It was minus fifteen degrees outside, but the room felt warm, not with central heating, but with a static, electric charge. The shadows in the corner, which had always seemed to loom over his cluttered desk, began to recede. He paused, his finger on the touchpad.

He looked at the PDF’s properties. File size: 847 KB. Creator: Unknown. Date modified: 2006.

He continued reading, louder now, with confidence. He came to the final, thunderous declaration:

(Leaving all other doors, I have grasped yours.)

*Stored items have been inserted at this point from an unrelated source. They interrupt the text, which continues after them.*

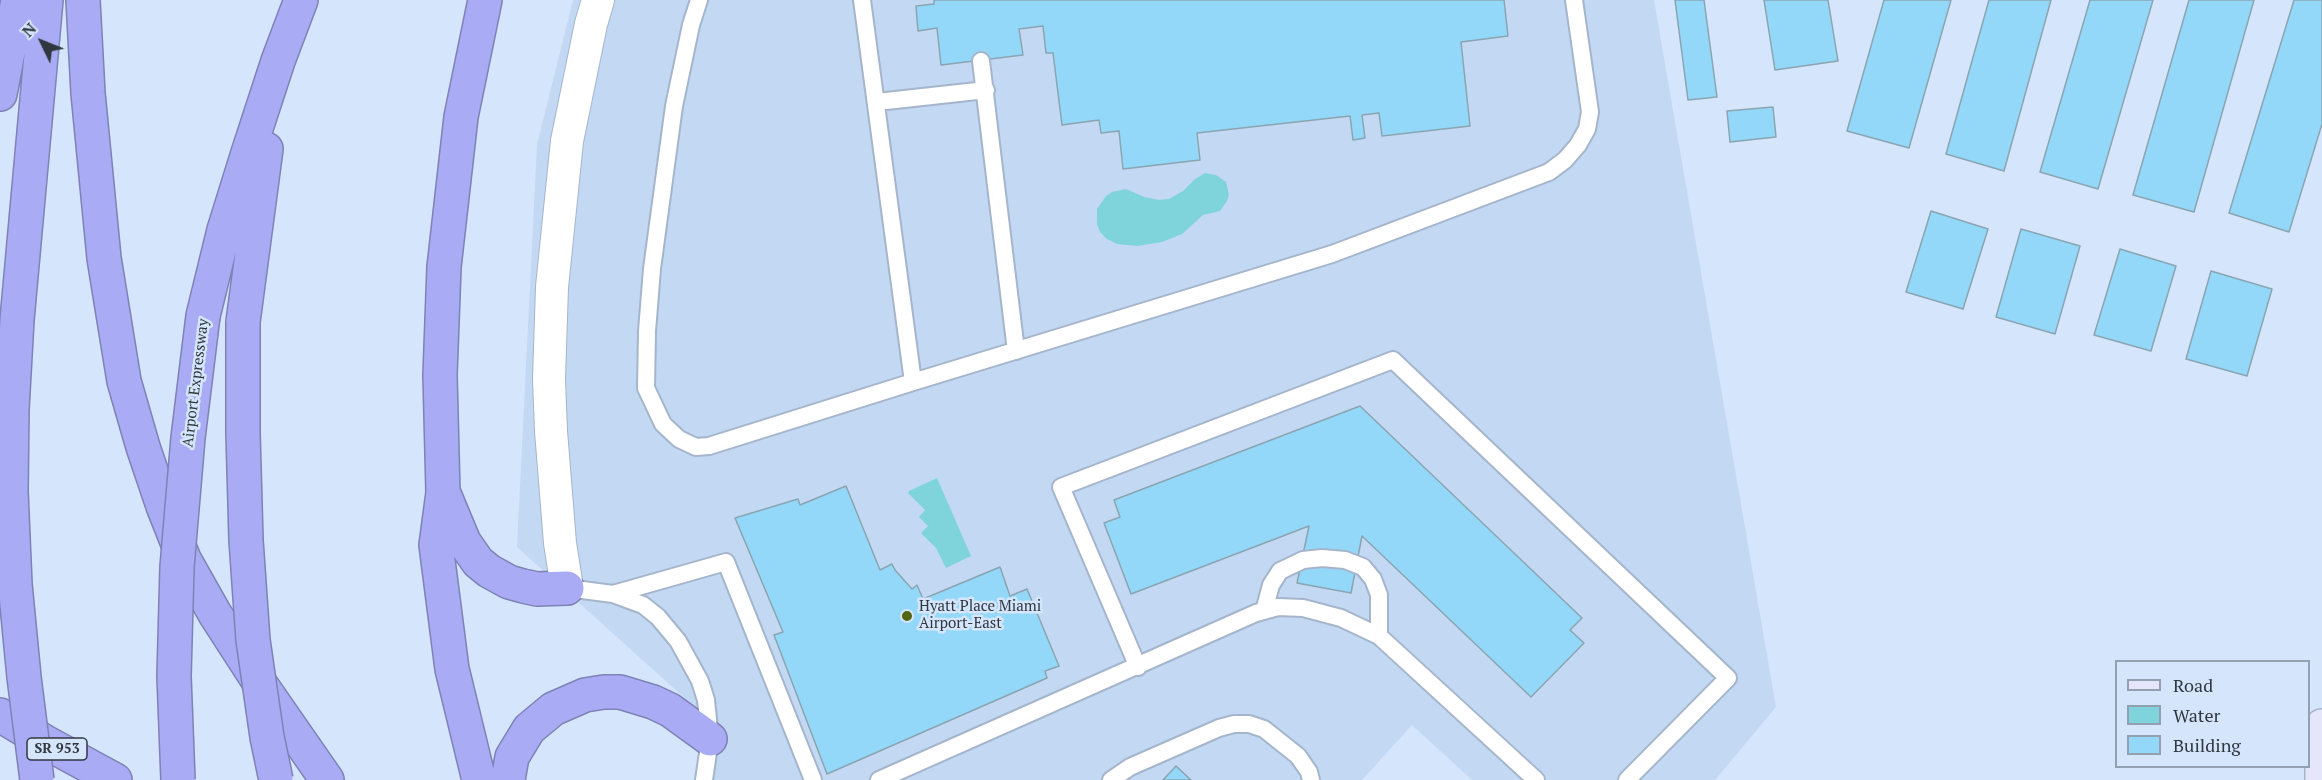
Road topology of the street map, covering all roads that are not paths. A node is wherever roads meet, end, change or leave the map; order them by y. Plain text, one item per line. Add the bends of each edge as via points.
1 (18, 0) edge
2 (46, 0) edge
3 (83, 0) edge
4 (301, 0) edge
5 (485, 0) edge
6 (598, 0) edge
7 (699, 0) edge
8 (862, 0) edge
9 (1574, 0) edge
10 (278, 61) junction
11 (981, 61) dead end
12 (986, 90) junction
13 (0, 94) edge
14 (877, 102) junction
15 (1016, 351) junction
16 (913, 382) junction
17 (443, 493) junction
18 (567, 588) junction
19 (613, 594) junction
20 (1264, 610) junction
21 (1379, 636) junction
22 (1138, 667) junction
23 (0, 715) edge
24 (2322, 726) edge
25 (710, 739) junction
26 (37, 780) edge
27 (115, 780) edge
28 (178, 780) edge
29 (276, 780) edge
30 (327, 780) edge
31 (479, 780) edge
32 (508, 780) edge
33 (704, 780) edge
34 (813, 780) edge
35 (879, 780) edge
36 (1111, 780) edge
37 (1311, 780) edge
38 (1536, 780) edge
39 (1628, 780) edge
40 (2322, 780) edge

1 - 13 highway
2 - 26 highway, bridge via 17,320 11,491 15,584
3 - 30 highway via 104,258 124,381 143,447 162,506 189,568 258,682
4 - 10 highway, Airport Expressway
5 - 17 highway via 461,117 444,267 440,375
6 - 18 street via 567,141 552,287 550,431
7 - 16 lane via 674,106 652,269 646,388 663,424 696,447 709,446
8 - 14 lane
9 - 15 lane via 1590,112 1578,145 1549,172 1332,254
10 - 28 highway, Airport Expressway, bridge via 224,230 203,316 177,567 174,676
10 - 29 highway, bridge via 243,322 246,540 253,640
11 - 12 lane
12 - 14 lane
12 - 15 lane
14 - 16 lane
15 - 16 lane
17 - 18 highway via 464,542 489,571 523,586
17 - 31 highway via 435,545 452,669
18 - 19 lane
19 - 25 lane via 643,605 678,641 700,681
19 - 34 lane via 726,562
20 - 21 lane via 1304,608 1341,618
20 - 21 lane via 1271,585 1280,571 1303,560 1345,560 1363,567 1373,579 1379,596
20 - 22 lane
21 - 38 lane
22 - 35 lane
22 - 39 lane via 1062,487 1393,360 1728,678
23 - 27 highway, SR 953
24 - 40 street
25 - 32 highway via 670,710 643,698 620,692 585,695 553,709 529,729 512,757
25 - 33 lane
36 - 37 lane via 1130,767 1234,724 1264,729 1298,756

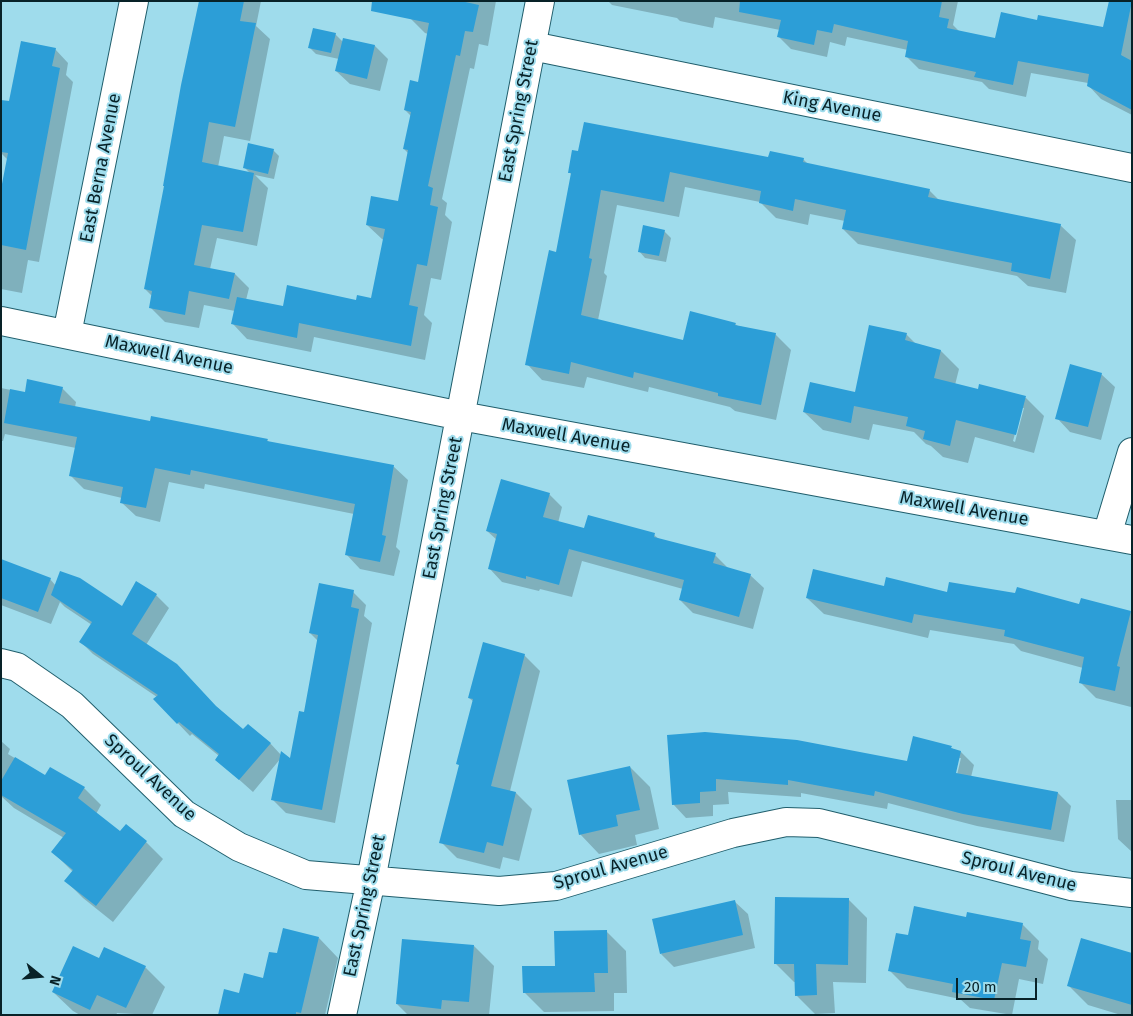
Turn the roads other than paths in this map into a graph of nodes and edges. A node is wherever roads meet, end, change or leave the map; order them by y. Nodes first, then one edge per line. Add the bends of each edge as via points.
1 (134, 1) edge
2 (540, 1) edge
3 (532, 46) junction
4 (1132, 168) edge
5 (1, 321) edge
6 (67, 334) junction
7 (460, 416) junction
8 (1132, 452) edge
9 (1119, 538) edge
10 (1, 663) edge
11 (371, 880) junction
12 (1132, 893) edge
13 (342, 1015) edge

1 - 6 street, East Berna Avenue
2 - 3 street, East Spring Street
3 - 4 street, King Avenue
3 - 7 street, East Spring Street
5 - 6 street, Maxwell Avenue
6 - 7 street, Maxwell Avenue
7 - 9 street, Maxwell Avenue
7 - 11 street, East Spring Street
8 - 9 street
10 - 11 street, Sproul Avenue via 17,667 72,705 184,814 239,847 306,875
11 - 12 street, Sproul Avenue via 499,890 556,886 733,833 786,822 819,823 1071,886
11 - 13 street, East Spring Street

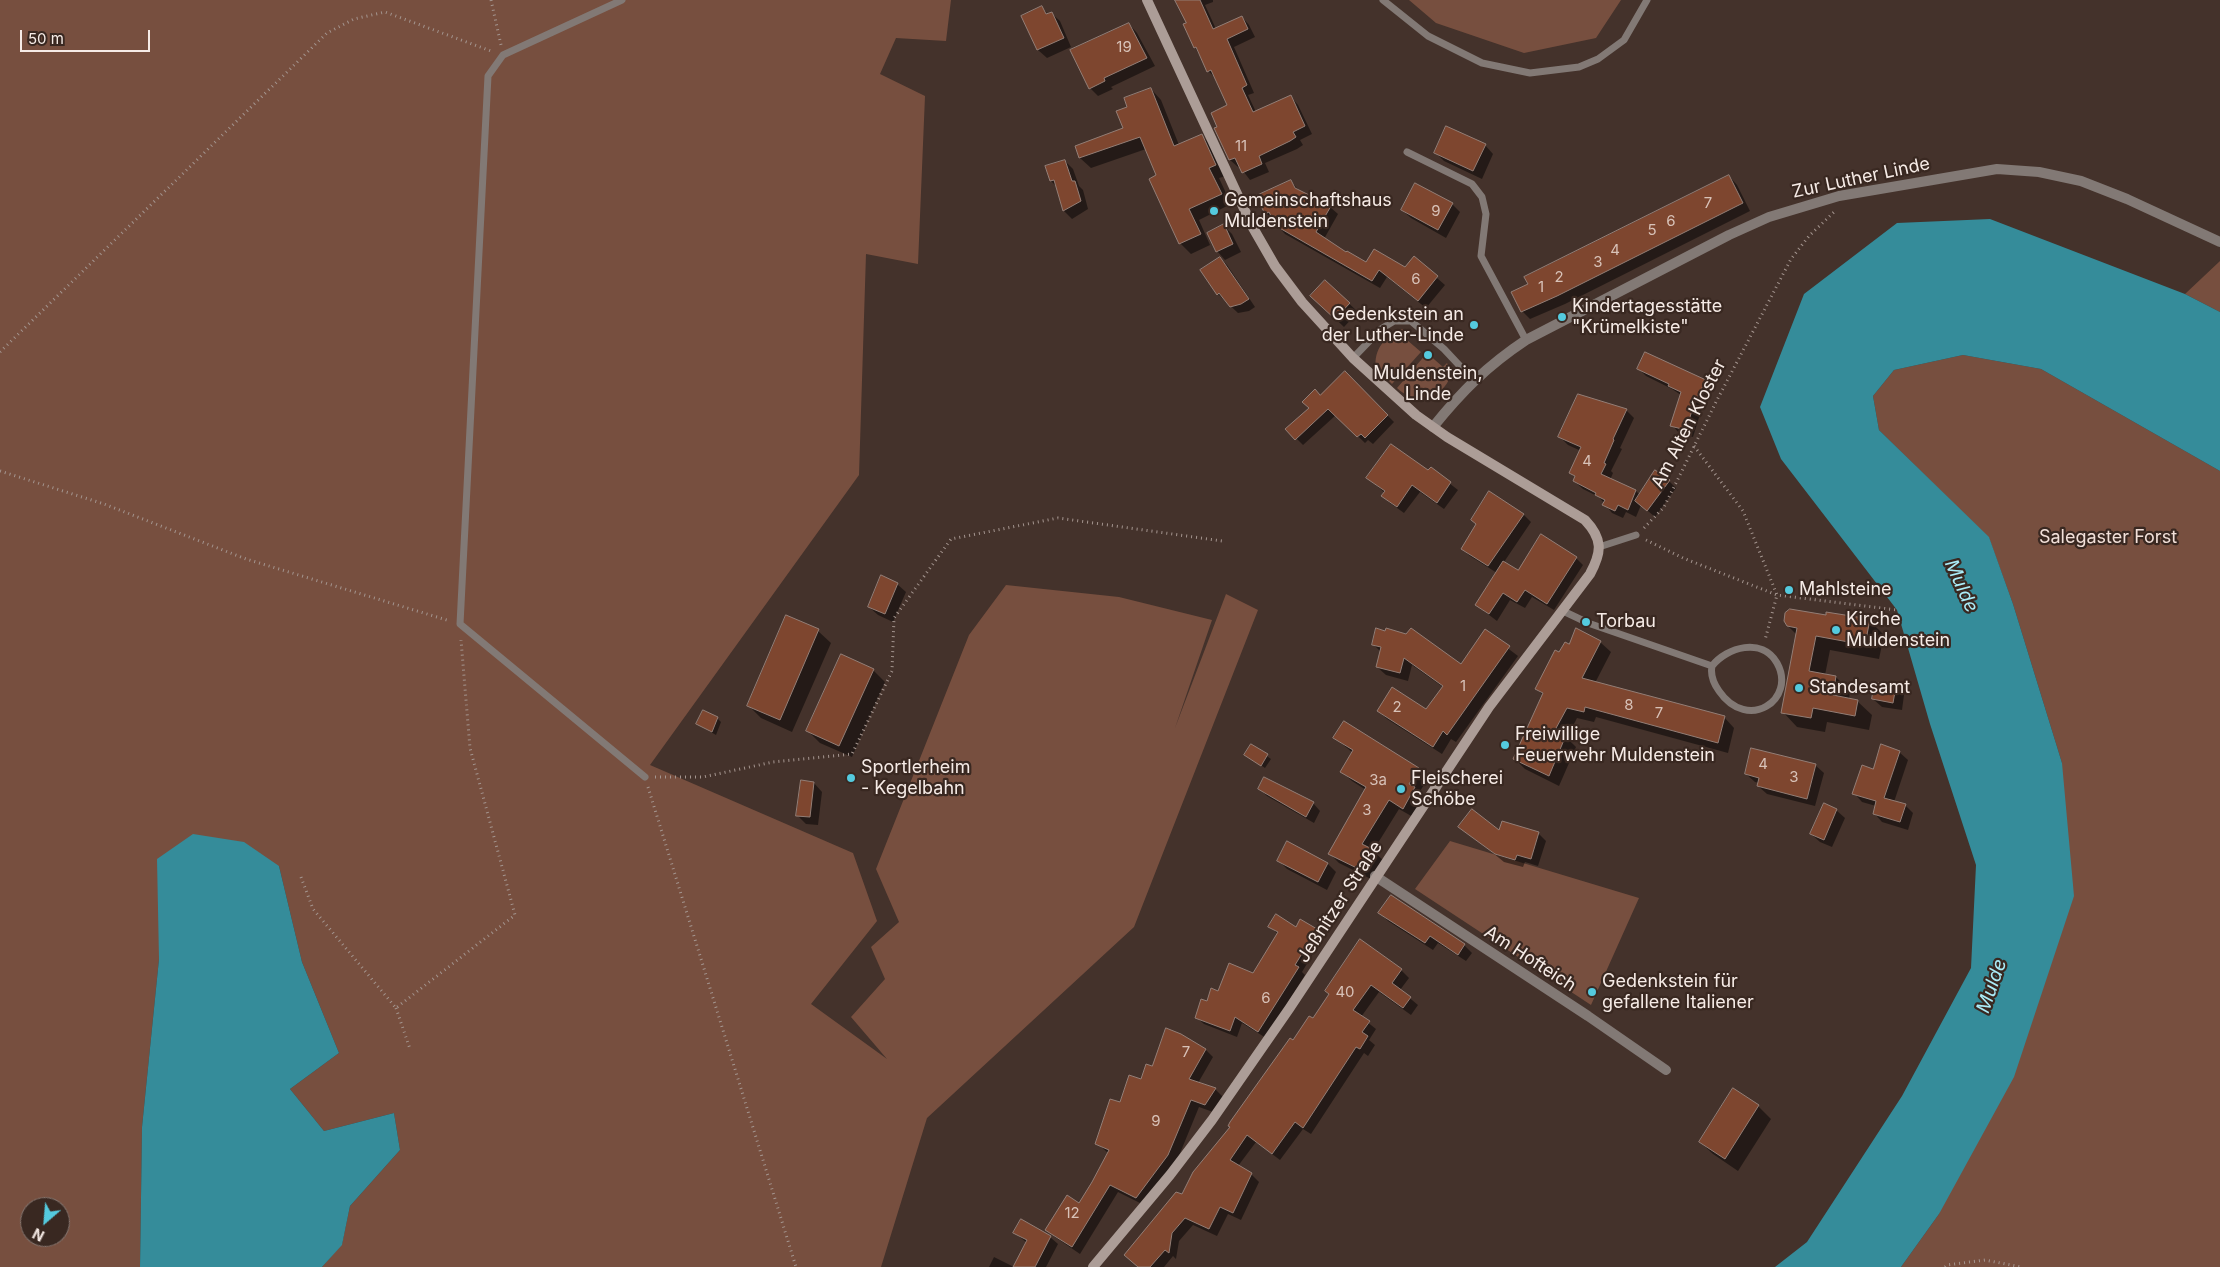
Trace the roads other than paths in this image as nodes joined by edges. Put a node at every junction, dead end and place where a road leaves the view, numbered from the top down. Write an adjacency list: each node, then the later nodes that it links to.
1 (622, 0): 15 (lane)
2 (1147, 0): 8 (main road)
3 (1383, 0): 4 (lane)
4 (1647, 0)
5 (1407, 152): 7 (lane)
6 (2220, 242): 7 (street, Zur Luther Linde)
7 (1526, 340): 9 (street, Zur Luther Linde)
8 (1353, 358): 9 (lane); 10 (main road)
9 (1472, 380): 10 (street, Zur Luther Linde)
10 (1432, 427): 12 (main road)
11 (1636, 535): 12 (lane)
12 (1599, 547): 13 (main road, Jeßnitzer Straße)
13 (1563, 611): 14 (lane); 16 (main road, Jeßnitzer Straße)
14 (1712, 666): 14 (lane)
15 (645, 777)
16 (1376, 876): 17 (street, Am Hofteich); 18 (main road, Jeßnitzer Straße)
17 (1666, 1070)
18 (1093, 1267)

Amrit realized he had been afraid for months. Afraid of failing his exams, afraid of being alone, afraid of the dark streets he walked home on. But as the last line of the PDF faded from the screen— “Sava lakh se ek ladaoon” (I will fight a hundred and twenty-five thousand alone)—the fear was gone.

A notification pinged on his phone. His grandmother. A voice note. He played it. “Amrit beta, the heaviness is gone,” she whispered. “It feels like someone is standing at my door. A warrior. I can sleep now.”

Amrit smiled and opened the Chaupai Sahib PDF one more time. This time, he didn't see a file. He saw a shield. And for the first time in a year, he felt safe.

As he recited the verses about the dusht (the wicked) and the dukh (the pain), he wasn't just reading pixels on a screen. He was feeling the rhythm of a horse’s gallop. He could almost smell the dust of Anandpur Sahib. The PDF, which was just a digital file, seemed to vibrate.